Text-Vision Co-Instructed Image Editing

Existing image editing methods can be generally categorized into textual instruction-based and visual prompt-based ones. Textual instructions are semantically expressive, but are limited by the coarse granularity of spatial control of the editing results. In contrast, visual prompts such as drag and point can provide precise spatial guidance, but are limited by the inherent ambiguity in semantic intent. To unify the strength of textual and visual prompts, we present Text-Vision Co-Instructed Image Editing, which jointly models textual instructions as semantic intent and sparse visual instructions as spatial guidance, aiming to achieve precise and intent-faithful image manipulation. To this end, we first construct a textual-visual instruction paired dataset with more than 23K samples derived from dynamic videos, enabling aligned supervision for cross-modal instruction. We then propose TV-Edit, a Textual-Visual instruction unified Editing framework to contextualize drag or point-based visual instructions with image-text semantics and lift them into semantic-aware control representations for pretrained editing backbones. By integrating semantic intent and spatial constraints, TV-Edit leads to more precise spatial control, less instruction ambiguity, and stronger structural consistency than text-only or drag-based alternatives. Finally, we establish TV-Edit-Bench, a deliberately designed benchmark to evaluate semantic faithfulness, spatial alignment, and visual consistency with ground-truth references and controlled textual-visual variations for reliable assessment. Our experiments across multiple editing backbones demonstrate that TV-Edit consistently yields more precise and intent-faithful edits, significantly outperforming state-of-the-art instruction-based and drag-based baselines.

翻译：现有的图像编辑方法通常可分为基于文本指令和基于视觉提示两类。文本指令在语义表达上具有丰富性，但受限于对编辑结果空间控制的粗粒度；而拖拽或点选等视觉提示虽能提供精确的空间引导，却受限于语义意图的内在模糊性。为融合文本与视觉提示的优势，我们提出文本-视觉协同指导的图像编辑方法，该方法联合建模文本指令的语义意图与稀疏视觉指令的空间引导，旨在实现精确且符合意图的图像操作。
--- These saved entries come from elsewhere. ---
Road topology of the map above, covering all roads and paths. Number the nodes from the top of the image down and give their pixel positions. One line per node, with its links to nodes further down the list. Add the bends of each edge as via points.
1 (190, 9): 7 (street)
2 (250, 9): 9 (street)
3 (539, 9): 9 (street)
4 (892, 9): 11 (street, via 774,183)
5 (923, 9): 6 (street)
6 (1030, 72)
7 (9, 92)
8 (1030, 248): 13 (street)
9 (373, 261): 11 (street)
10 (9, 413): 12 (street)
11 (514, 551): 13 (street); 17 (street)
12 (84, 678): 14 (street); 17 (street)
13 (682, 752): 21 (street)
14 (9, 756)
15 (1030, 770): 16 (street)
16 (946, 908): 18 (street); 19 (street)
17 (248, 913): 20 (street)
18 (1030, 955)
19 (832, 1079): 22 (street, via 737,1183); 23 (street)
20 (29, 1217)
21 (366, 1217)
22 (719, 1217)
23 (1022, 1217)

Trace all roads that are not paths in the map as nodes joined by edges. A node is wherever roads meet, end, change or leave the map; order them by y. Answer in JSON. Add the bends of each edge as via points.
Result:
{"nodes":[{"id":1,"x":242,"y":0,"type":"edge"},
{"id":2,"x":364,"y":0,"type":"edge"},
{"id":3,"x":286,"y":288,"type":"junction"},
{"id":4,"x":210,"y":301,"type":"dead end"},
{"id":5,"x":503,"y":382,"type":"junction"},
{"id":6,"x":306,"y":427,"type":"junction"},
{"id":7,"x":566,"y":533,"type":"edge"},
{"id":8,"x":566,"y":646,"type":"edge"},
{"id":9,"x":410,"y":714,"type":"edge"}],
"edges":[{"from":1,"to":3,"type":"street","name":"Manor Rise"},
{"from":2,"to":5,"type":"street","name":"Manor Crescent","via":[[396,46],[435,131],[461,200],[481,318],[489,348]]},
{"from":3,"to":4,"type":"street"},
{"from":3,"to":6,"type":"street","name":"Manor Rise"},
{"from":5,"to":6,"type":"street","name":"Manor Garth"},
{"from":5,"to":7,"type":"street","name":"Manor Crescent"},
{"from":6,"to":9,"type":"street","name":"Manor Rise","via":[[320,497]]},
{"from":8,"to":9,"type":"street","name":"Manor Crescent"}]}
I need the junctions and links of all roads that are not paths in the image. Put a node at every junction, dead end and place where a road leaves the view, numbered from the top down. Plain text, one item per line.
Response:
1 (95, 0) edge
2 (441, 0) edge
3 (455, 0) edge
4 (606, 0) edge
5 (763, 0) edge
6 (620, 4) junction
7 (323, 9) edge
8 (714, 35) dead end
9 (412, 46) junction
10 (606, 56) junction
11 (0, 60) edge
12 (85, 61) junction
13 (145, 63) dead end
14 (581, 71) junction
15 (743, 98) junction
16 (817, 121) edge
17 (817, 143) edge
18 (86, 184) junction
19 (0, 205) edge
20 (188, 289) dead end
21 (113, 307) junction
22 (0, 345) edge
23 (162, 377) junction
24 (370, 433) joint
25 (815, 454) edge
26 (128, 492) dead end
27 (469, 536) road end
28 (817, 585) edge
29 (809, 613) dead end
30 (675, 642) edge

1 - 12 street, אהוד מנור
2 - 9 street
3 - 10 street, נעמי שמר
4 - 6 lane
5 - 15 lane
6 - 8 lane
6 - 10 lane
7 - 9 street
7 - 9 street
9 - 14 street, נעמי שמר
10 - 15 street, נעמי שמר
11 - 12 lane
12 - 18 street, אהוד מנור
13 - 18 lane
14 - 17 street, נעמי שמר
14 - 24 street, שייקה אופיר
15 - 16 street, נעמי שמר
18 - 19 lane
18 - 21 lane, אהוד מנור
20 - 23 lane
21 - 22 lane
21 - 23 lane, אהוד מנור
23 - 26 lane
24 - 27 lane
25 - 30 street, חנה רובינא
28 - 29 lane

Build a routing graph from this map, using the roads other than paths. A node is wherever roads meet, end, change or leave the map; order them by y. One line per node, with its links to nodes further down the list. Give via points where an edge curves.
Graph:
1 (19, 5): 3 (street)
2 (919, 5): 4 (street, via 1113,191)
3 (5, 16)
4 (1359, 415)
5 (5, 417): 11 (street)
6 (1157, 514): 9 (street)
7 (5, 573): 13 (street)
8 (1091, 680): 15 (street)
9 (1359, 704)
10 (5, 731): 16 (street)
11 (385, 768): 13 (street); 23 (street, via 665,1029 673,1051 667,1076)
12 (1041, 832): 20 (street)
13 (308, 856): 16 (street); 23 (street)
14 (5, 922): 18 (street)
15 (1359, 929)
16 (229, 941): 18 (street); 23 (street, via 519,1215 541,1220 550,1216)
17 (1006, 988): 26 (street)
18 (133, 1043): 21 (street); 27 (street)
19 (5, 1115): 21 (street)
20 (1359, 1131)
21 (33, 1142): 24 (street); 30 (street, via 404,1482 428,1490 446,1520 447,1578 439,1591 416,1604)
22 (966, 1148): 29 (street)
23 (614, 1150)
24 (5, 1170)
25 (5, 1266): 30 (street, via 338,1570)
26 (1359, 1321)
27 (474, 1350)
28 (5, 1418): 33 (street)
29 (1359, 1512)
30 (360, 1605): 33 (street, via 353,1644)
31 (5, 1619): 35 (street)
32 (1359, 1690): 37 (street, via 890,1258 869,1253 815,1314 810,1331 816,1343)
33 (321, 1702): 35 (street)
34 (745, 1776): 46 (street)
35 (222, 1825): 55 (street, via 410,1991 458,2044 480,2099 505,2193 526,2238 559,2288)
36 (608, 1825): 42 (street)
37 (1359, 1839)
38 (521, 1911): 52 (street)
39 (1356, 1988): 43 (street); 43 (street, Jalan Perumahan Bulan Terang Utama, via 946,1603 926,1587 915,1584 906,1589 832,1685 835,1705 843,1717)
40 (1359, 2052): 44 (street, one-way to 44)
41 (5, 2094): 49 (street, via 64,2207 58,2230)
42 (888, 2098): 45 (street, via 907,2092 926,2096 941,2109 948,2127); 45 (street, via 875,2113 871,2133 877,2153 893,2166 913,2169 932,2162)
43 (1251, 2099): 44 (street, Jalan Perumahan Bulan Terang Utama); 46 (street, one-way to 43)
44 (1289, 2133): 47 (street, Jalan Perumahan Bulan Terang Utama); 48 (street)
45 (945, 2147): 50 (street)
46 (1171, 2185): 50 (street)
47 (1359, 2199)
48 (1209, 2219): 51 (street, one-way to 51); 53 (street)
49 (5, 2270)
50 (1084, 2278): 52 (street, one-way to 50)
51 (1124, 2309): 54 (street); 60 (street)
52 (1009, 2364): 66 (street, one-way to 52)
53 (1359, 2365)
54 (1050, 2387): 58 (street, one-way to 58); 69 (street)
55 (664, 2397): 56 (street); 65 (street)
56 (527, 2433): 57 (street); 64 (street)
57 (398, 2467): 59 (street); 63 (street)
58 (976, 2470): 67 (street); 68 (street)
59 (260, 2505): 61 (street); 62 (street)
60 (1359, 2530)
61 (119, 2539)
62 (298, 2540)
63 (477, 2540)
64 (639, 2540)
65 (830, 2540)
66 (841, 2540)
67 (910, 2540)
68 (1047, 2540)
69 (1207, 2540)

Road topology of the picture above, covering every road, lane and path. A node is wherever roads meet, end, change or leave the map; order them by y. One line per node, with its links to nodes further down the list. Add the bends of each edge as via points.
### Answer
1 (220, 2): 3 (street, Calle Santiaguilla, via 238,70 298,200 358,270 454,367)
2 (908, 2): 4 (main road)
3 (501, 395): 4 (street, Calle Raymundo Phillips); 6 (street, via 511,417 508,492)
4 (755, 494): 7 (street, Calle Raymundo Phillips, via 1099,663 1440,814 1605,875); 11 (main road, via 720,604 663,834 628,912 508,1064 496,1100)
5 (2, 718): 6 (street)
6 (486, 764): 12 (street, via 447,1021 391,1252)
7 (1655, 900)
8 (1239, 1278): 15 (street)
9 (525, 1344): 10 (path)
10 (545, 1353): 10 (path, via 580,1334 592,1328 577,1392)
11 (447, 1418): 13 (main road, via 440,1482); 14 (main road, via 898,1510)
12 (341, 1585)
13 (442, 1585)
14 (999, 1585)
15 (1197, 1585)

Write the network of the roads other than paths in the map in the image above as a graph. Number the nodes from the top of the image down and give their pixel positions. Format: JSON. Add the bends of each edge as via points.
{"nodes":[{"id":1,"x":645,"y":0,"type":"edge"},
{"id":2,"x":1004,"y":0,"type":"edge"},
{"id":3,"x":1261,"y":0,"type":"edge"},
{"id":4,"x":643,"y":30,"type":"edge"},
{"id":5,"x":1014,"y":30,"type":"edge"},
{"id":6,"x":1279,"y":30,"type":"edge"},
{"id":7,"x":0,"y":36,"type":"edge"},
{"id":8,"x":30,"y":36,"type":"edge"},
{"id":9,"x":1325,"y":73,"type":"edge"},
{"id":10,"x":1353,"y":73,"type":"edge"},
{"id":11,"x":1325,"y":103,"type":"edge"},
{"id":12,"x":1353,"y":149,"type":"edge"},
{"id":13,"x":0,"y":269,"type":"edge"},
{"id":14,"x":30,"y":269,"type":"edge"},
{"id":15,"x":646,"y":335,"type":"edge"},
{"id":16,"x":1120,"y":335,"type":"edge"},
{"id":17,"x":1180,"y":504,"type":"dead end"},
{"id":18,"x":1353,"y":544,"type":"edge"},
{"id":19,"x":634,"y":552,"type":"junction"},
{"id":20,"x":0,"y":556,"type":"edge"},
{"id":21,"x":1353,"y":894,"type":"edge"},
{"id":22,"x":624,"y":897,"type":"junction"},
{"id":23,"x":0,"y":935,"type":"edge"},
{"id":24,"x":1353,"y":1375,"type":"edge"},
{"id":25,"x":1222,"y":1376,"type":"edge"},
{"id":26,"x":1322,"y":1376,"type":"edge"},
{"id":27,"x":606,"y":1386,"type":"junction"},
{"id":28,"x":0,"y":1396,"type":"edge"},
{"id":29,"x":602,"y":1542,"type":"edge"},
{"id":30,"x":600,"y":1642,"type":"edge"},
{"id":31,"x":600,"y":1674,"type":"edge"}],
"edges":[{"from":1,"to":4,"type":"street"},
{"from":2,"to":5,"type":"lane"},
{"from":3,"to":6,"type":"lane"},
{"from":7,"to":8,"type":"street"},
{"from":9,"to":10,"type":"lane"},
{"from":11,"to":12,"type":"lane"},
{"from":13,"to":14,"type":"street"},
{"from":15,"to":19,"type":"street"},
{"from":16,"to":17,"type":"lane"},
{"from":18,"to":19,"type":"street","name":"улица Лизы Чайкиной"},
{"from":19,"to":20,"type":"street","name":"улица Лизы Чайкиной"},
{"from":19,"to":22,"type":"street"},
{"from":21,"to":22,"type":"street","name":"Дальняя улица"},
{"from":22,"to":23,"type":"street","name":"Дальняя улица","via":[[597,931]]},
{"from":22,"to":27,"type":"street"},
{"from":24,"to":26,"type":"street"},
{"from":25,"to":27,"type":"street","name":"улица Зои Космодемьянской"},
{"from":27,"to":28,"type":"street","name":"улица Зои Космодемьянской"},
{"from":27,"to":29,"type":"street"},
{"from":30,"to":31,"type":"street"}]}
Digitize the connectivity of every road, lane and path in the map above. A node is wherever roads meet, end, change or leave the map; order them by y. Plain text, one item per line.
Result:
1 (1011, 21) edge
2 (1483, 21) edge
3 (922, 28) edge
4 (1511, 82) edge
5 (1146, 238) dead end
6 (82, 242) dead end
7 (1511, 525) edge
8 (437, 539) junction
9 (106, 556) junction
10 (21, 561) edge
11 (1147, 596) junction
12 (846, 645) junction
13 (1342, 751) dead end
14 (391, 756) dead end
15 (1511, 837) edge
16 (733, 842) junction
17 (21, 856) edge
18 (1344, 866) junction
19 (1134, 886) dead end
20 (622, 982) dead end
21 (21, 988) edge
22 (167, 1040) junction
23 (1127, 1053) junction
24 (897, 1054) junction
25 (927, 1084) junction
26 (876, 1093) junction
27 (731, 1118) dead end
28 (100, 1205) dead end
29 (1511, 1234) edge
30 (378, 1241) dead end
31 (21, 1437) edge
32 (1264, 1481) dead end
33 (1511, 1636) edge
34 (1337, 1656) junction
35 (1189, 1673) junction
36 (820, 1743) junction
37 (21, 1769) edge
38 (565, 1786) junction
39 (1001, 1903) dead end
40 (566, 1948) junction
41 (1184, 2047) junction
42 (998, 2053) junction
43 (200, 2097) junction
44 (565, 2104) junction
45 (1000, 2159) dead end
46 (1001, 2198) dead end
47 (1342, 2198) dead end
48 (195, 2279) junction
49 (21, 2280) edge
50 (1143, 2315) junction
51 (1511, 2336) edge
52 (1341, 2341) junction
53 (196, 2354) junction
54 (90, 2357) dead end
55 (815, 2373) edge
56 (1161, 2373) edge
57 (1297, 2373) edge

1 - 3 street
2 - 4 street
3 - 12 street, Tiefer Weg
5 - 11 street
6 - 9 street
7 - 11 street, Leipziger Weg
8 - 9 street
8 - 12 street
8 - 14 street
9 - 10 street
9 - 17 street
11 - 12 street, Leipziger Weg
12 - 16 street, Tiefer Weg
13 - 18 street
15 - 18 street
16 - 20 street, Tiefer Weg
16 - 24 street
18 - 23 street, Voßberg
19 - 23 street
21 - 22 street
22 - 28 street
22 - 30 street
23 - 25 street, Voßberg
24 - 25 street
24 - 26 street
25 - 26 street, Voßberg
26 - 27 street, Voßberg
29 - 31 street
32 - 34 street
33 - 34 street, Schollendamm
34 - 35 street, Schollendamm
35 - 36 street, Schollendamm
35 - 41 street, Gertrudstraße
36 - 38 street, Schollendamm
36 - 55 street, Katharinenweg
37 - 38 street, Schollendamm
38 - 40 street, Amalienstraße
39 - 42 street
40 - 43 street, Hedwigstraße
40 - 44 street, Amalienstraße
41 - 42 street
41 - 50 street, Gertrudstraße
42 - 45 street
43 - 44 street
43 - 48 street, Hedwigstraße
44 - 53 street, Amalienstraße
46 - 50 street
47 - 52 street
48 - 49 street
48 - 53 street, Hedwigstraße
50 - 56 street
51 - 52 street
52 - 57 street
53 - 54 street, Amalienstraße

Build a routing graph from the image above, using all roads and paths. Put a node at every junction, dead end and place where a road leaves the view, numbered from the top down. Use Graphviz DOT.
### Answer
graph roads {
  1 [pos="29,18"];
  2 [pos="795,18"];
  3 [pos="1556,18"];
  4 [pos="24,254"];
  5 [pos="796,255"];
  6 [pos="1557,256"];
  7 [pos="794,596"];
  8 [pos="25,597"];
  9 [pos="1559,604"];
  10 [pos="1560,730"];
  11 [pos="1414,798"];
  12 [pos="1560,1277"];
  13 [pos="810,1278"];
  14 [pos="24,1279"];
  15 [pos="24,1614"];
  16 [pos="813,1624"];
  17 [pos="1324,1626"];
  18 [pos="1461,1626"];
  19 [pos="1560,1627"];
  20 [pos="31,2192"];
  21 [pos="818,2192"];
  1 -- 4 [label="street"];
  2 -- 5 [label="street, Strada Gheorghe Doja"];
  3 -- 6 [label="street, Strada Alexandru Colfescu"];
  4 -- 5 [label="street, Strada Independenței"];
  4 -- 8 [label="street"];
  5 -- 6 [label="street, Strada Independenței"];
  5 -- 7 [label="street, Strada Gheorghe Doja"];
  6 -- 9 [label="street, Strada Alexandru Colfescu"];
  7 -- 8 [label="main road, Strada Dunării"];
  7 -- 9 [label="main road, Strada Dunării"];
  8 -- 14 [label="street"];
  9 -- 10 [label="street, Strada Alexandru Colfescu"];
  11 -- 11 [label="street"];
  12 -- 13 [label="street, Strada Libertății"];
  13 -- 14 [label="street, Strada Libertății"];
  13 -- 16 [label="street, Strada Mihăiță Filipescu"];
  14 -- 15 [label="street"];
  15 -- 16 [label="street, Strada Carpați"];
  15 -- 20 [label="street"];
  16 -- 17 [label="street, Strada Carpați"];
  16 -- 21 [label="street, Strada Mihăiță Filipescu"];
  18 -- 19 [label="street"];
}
为此，我们首先从动态视频中构建包含超过23K样本的文本-视觉指令配对数据集，为跨模态指令提供对齐监督。随后提出TV-Edit——一个文本-视觉指令统一的编辑框架，将拖拽或点选等视觉指令与图像-文本语义进行上下文关联，并将其转化为面向预训练编辑骨干的语义感知控制表征。通过整合语义意图与空间约束，TV-Edit相比纯文本或基于拖拽的替代方法，实现了更精确的空间控制、更低的指令歧义性以及更强的结构一致性。最后，我们建立精心设计的TV-Edit-Bench基准，用于评估语义忠实度、空间对齐度及视觉一致性，该基准通过真实参考图像与受控的文本-视觉变化实现可靠评估。在多个编辑骨干上的实验表明，TV-Edit始终生成更精确且符合意图的编辑结果，显著优于当前最先进的基于指令和基于拖拽的基线方法。